The revelatory nature of a present showcase is how it maps these clinical themes in pieces that initially appear purely non-representational. Around 1985, the artist created a group of shaped canvases – geometric shapes, subsequently labeled. Art writers grouped them with the popular geometric abstraction trend. But the truth was discovered only years later, when cataloguing Schubert’s estate.

“The question was posed: how are these forms made?” states an associate. “Her response was straightforward: it's a human face.” Those characteristic colours – termed “Schubert red” and “Schubert blue” by peers – matched the precise colors used for drawing neck vasculature in anatomy books for a surgical anatomy textbook employed throughout European medical schools. “I realised that those two colours appeared at the same time,” the account notes. The angular paintings were actually abstracted human forms – painted while she worked on anatomical illustrations by day.

Shifting to Natural Materials

In the late 70s and early 80s, the artist's work shifted direction again. She started making assemblages from twigs secured with hide. She arranged collections of bone, petals, spices and ash on floors. When asked why she’d shifted to such organic materials, the artist stated that contemporary art had “dried up intellectually”. She felt an urge to break boundaries – to utilize genuinely perishable matter in reaction to a creatively arid landscape.

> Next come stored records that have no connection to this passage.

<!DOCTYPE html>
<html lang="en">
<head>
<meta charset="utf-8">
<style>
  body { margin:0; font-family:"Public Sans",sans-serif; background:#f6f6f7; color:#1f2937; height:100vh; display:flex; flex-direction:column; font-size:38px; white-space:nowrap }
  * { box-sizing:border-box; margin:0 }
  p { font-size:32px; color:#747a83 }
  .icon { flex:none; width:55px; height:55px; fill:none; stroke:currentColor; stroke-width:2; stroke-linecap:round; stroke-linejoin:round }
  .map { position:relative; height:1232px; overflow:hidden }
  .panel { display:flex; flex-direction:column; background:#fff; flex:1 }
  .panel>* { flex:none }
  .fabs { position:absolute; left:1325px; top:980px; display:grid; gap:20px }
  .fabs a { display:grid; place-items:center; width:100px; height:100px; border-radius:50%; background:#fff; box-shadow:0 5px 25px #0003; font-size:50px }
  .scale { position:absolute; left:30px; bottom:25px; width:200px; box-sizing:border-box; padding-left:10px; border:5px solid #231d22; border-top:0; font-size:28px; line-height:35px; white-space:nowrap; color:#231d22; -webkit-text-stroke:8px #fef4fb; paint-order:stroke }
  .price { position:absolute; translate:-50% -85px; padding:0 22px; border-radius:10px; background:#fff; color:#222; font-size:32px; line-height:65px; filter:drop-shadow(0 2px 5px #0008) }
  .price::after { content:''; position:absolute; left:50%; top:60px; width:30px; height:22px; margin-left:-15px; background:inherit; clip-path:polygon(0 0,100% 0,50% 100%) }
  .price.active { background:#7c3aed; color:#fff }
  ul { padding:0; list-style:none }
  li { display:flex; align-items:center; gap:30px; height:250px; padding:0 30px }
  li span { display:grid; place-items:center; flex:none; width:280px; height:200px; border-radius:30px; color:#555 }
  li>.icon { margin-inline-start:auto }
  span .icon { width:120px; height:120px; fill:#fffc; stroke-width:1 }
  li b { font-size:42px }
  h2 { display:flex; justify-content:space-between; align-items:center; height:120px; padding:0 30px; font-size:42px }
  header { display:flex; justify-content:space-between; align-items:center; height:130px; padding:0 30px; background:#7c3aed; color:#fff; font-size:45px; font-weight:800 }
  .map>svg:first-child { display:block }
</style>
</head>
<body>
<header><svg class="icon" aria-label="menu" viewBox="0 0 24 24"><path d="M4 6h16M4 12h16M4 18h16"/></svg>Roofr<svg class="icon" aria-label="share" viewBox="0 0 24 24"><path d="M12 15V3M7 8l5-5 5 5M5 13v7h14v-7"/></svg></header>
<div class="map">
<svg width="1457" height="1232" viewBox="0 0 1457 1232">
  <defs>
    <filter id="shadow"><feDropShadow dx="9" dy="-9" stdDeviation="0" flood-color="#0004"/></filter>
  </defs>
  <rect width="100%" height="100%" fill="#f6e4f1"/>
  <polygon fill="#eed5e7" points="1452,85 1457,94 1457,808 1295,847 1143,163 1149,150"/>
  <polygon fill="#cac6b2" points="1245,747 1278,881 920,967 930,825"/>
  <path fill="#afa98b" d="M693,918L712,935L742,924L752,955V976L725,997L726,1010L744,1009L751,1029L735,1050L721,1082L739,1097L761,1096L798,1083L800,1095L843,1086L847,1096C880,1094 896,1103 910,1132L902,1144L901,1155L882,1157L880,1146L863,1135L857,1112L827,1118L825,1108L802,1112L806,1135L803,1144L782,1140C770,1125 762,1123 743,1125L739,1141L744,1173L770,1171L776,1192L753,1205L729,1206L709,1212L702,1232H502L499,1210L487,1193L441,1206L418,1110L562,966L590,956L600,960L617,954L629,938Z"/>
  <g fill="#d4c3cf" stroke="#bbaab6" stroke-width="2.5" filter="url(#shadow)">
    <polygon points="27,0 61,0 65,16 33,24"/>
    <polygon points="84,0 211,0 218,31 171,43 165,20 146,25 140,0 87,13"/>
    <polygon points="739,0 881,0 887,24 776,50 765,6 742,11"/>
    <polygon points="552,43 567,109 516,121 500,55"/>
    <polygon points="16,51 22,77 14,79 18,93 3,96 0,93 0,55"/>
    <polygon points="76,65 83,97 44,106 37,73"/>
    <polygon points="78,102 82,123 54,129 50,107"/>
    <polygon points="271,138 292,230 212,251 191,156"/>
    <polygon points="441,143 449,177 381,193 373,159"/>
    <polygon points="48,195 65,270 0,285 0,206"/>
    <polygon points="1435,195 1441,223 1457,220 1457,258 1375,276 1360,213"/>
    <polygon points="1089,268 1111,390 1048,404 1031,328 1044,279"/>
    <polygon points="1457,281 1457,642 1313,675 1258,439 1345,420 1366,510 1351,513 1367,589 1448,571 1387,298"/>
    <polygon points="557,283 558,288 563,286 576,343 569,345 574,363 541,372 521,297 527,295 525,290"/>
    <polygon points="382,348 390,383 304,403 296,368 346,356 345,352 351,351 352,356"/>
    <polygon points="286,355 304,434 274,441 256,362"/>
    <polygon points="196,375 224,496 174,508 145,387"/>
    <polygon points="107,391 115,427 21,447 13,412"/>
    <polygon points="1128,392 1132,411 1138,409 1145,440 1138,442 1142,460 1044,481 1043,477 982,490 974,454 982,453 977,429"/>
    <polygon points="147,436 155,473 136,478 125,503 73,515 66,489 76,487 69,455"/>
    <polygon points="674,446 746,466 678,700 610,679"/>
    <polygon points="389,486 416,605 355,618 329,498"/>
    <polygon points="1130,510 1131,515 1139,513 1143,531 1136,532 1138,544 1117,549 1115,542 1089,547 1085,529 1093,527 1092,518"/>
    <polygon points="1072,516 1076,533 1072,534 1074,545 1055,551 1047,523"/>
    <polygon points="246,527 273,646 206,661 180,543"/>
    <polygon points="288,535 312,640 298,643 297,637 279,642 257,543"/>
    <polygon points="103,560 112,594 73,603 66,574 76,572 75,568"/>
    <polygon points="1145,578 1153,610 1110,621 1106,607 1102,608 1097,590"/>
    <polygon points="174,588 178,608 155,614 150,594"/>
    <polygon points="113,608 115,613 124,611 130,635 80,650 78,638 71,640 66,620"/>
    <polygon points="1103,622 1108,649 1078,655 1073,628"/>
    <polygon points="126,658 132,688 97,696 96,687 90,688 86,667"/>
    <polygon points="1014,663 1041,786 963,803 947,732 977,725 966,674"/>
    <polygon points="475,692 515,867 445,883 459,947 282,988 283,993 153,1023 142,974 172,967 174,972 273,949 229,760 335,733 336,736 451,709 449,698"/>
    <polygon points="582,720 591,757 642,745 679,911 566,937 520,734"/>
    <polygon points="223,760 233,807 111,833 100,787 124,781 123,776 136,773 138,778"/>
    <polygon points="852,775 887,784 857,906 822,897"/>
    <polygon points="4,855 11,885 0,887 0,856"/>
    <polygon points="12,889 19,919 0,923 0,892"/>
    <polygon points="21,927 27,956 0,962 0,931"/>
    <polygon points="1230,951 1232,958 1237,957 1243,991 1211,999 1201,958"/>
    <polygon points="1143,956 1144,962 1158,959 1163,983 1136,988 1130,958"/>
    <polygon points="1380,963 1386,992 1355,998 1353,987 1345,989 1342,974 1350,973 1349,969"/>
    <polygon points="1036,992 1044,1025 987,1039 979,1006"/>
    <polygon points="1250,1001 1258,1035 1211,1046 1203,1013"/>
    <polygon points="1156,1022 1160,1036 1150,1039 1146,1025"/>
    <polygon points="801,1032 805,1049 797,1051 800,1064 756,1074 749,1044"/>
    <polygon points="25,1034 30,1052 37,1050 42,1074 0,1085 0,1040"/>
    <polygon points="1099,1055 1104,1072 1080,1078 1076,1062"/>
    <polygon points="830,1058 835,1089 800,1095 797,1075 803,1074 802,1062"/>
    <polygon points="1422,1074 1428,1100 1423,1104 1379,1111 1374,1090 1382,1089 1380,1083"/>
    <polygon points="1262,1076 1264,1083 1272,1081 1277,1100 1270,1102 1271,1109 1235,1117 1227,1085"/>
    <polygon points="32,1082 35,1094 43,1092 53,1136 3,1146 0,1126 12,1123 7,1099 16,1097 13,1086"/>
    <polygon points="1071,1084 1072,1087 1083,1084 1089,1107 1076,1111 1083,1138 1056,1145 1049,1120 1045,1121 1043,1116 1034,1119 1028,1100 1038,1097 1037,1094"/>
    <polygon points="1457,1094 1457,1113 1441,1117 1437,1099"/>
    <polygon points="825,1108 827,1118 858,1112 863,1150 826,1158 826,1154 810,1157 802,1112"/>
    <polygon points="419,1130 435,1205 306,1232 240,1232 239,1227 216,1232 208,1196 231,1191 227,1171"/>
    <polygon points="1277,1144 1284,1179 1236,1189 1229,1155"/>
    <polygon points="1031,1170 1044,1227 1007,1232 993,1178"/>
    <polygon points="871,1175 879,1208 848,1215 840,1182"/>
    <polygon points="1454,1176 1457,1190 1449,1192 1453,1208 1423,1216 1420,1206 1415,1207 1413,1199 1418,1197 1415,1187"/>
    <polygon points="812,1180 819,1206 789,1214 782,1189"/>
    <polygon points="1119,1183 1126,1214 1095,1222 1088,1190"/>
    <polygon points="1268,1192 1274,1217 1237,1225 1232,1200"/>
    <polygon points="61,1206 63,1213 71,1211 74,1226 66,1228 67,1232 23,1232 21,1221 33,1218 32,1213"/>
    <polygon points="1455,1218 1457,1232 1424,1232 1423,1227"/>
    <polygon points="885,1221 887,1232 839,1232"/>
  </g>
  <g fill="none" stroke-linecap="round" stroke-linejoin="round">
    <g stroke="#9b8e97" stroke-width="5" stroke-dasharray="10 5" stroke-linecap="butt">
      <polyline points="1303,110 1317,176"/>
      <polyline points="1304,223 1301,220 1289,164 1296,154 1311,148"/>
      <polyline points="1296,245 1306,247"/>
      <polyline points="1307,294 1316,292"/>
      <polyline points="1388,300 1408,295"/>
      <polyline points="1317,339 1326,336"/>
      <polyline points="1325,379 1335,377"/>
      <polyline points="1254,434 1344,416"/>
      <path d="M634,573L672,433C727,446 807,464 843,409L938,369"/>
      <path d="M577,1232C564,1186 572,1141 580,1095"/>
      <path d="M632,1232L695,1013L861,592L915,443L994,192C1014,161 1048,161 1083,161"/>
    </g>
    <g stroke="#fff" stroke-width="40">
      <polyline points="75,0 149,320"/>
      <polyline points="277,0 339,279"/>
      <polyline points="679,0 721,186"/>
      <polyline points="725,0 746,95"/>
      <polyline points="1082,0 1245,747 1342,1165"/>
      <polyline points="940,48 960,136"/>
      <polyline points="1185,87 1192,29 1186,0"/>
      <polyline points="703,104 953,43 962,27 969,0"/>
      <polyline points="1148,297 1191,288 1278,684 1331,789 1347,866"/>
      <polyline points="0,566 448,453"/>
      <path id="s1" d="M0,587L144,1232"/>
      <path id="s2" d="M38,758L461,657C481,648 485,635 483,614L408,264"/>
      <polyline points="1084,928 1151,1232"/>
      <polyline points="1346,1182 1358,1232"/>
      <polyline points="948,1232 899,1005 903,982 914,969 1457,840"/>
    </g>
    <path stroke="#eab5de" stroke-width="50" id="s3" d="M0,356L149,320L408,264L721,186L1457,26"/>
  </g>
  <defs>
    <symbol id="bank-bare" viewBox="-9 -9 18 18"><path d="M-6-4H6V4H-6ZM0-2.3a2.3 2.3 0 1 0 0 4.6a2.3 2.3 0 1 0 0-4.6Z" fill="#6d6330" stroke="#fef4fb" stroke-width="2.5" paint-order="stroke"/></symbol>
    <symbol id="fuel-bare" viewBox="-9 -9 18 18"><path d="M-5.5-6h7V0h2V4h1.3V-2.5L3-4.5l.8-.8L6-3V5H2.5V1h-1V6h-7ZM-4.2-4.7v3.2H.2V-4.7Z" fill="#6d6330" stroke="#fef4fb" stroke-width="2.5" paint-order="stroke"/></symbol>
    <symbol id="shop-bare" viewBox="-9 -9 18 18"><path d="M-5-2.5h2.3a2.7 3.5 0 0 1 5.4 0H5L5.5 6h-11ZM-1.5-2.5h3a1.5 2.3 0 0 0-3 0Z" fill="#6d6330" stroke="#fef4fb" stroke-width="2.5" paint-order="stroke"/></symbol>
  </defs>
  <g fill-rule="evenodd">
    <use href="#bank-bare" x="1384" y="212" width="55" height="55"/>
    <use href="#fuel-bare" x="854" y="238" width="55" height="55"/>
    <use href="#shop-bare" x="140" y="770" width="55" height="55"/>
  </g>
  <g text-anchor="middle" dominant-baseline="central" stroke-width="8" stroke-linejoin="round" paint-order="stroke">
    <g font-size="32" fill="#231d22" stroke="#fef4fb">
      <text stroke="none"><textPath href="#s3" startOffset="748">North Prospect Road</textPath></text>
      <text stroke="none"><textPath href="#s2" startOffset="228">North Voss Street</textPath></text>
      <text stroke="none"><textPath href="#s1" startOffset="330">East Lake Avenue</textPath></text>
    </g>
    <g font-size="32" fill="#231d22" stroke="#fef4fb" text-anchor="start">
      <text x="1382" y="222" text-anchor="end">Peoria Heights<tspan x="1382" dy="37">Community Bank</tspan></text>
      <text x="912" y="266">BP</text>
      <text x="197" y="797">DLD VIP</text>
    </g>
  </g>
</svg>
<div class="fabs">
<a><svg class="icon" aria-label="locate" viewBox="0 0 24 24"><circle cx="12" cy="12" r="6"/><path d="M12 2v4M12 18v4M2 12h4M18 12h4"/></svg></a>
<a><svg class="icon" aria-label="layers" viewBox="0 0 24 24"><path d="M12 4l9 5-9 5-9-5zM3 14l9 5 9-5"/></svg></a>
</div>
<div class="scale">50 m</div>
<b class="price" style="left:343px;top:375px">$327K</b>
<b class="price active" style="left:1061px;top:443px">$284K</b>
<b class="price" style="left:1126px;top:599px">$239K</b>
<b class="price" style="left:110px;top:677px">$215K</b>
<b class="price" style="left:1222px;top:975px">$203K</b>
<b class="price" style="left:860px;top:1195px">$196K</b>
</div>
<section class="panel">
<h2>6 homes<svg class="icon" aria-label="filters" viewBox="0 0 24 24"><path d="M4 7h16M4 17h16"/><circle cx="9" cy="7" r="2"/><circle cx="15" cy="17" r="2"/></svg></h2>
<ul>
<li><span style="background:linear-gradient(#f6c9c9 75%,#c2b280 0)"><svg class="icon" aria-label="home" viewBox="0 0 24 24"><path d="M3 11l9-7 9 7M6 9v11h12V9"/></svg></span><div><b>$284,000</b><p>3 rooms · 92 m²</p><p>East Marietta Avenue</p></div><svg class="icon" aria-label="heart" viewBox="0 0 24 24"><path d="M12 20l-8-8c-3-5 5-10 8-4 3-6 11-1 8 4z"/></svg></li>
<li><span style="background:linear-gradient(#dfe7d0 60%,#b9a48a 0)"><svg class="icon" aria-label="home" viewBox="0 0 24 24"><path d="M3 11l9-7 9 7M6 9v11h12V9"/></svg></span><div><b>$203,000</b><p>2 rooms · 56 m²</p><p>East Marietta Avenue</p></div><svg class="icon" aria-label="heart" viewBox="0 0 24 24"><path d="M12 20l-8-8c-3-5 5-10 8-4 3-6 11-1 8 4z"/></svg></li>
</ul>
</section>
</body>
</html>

One work from 1979, 100 Roses, saw her strip a hundred roses of their petals. She braided the stems into round arrangements placing the foliage and petals within. When observed in a curatorial context, the piece retained its potency – the organic matter now fully desiccated yet astonishingly whole. “You can still smell the roses,” a viewer remarks. “The pigmentation survives.”

The Artist of Mystery

“I prefer to stay cryptic, to hide my intentions,” the artist shared in late-life discussions. Mystery was her method. She would sometimes exhibit fake works concealing genuine artworks beneath her bed. She eradicated specific works, leaving only signed photocopies in their place. Despite exhibiting at major international biennales and being celebrated as a pioneering figure, she granted virtually no press access and her art was predominantly unrecognized abroad. An ongoing display represents the initial large-scale presentation of her work internationally.

Addressing the Trauma of Battle

The 1990s arrived, bringing the Yugoslav Wars. Hostilities impacted the capital directly. She reacted with a collection of assembled pieces. She adhered press images and headlines onto panels. She duplicated and expanded them. Then she painted over everything in acrylic – dark stripes akin to product codes. {Geometric forms obscured the images beneath|Angular shapes hid the pictures below|

Erica Meyer
Erica Meyer

A tech journalist based in Stockholm, covering Nordic startups and digital transformation with over a decade of experience.